# THE RECORDS
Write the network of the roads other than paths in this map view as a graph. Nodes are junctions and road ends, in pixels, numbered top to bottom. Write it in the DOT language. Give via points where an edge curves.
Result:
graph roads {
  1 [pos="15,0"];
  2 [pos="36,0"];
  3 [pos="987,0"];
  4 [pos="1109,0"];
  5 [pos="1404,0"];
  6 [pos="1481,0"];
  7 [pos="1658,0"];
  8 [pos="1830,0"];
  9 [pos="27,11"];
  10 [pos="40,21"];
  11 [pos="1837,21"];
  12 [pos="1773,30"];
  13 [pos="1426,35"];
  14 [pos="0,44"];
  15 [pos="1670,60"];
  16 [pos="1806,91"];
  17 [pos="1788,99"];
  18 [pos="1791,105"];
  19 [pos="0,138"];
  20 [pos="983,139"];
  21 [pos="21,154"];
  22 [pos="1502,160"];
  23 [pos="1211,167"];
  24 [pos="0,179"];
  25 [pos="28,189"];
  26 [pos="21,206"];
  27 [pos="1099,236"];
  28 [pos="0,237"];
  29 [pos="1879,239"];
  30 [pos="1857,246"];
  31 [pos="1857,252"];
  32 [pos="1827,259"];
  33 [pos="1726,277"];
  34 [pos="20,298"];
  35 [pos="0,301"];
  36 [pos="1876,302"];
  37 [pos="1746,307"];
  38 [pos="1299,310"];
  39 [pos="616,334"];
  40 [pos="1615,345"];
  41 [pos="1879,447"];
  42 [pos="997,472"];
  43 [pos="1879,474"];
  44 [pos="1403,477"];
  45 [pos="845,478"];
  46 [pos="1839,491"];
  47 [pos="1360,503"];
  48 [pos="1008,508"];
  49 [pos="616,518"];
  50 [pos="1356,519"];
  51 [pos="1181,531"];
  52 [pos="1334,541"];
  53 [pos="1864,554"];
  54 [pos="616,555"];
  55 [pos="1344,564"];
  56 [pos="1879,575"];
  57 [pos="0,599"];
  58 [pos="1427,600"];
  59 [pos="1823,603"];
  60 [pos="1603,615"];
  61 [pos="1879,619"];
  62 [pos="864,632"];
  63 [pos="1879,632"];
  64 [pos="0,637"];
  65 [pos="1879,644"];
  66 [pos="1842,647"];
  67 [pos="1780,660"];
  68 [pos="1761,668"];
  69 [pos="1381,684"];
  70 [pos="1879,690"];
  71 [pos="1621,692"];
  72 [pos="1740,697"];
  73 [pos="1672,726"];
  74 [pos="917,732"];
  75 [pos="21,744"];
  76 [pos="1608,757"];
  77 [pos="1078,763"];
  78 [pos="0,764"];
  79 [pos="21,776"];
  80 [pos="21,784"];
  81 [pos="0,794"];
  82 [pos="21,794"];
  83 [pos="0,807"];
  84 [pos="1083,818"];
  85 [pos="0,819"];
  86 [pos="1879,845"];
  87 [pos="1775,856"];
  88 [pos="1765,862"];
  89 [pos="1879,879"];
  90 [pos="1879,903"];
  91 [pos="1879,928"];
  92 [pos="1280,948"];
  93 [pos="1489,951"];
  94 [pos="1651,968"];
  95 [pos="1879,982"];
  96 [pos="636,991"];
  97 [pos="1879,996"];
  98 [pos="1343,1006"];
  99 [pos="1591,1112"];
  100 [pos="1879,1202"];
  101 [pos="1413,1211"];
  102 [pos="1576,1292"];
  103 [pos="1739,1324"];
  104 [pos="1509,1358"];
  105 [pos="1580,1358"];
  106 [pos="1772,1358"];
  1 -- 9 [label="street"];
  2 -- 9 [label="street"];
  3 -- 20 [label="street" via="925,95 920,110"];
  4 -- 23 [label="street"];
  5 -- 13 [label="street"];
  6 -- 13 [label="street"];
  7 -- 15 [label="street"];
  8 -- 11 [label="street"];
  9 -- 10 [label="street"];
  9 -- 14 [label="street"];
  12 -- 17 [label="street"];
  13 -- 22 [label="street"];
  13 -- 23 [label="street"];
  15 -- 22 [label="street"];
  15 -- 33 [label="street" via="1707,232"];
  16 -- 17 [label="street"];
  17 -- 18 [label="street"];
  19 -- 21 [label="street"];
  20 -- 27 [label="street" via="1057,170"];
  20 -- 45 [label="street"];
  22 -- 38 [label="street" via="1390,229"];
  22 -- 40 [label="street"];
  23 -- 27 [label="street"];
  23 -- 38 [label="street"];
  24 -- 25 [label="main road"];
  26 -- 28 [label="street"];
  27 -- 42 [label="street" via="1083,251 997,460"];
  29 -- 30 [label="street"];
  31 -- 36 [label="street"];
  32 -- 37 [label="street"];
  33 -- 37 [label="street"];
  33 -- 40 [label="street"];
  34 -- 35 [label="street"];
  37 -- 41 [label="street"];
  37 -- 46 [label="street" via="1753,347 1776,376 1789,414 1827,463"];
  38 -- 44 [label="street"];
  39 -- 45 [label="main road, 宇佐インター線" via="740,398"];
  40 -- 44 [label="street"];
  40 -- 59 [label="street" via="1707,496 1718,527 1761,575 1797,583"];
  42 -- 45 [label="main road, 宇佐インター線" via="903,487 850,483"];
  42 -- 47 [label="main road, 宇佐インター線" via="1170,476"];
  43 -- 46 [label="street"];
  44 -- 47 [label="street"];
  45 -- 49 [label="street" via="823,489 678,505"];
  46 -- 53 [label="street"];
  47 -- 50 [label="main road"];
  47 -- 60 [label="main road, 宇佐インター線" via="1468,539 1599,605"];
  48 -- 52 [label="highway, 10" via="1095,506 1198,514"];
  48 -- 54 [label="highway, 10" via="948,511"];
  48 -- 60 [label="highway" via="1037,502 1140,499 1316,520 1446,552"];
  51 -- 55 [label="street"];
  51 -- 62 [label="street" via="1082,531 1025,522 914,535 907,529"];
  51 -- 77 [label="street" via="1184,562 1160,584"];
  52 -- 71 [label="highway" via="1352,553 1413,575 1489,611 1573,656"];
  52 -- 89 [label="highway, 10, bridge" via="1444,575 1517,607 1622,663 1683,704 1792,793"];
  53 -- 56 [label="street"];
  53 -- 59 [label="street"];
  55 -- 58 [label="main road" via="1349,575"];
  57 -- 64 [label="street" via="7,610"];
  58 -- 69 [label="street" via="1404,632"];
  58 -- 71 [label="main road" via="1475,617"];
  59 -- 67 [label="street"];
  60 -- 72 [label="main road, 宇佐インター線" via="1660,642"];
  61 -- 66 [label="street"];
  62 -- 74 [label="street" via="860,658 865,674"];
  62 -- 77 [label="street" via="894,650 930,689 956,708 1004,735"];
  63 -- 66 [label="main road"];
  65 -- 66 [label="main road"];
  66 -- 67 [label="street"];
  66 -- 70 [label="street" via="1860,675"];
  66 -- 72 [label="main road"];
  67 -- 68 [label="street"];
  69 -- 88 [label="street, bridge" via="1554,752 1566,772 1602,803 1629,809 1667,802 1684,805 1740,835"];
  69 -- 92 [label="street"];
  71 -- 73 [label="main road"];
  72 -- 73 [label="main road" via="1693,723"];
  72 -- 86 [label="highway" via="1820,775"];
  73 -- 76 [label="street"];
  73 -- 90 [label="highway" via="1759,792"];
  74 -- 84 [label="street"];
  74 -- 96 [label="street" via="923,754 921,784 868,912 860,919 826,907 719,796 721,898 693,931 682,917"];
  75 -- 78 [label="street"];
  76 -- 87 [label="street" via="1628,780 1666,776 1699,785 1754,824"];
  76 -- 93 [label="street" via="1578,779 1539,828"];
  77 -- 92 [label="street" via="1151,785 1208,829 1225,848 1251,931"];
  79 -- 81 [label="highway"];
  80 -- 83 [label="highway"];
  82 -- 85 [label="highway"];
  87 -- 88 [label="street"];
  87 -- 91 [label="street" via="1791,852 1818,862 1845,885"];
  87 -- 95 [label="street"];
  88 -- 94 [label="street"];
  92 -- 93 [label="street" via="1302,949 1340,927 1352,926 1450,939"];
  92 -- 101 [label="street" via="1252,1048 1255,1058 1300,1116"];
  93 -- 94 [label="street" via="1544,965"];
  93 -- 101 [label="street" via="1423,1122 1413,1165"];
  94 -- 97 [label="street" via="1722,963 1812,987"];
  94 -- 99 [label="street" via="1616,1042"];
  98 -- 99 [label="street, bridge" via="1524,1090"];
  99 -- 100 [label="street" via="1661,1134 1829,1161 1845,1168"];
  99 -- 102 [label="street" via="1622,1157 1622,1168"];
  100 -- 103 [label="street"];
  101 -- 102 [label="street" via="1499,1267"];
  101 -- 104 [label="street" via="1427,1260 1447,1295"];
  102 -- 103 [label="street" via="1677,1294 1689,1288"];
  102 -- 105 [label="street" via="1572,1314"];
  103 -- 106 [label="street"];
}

# YOUR ASSIGNMENT
Where a line of the listing holds the string "graph", copy that line.

# ANSWER BELOW
Write the network of the roads other than paths in this map view as a graph. Nodes are junctions and road ends, in pixels, numbered top to bottom. Write it in the DOT language. Give via points where an edge curves.
graph roads {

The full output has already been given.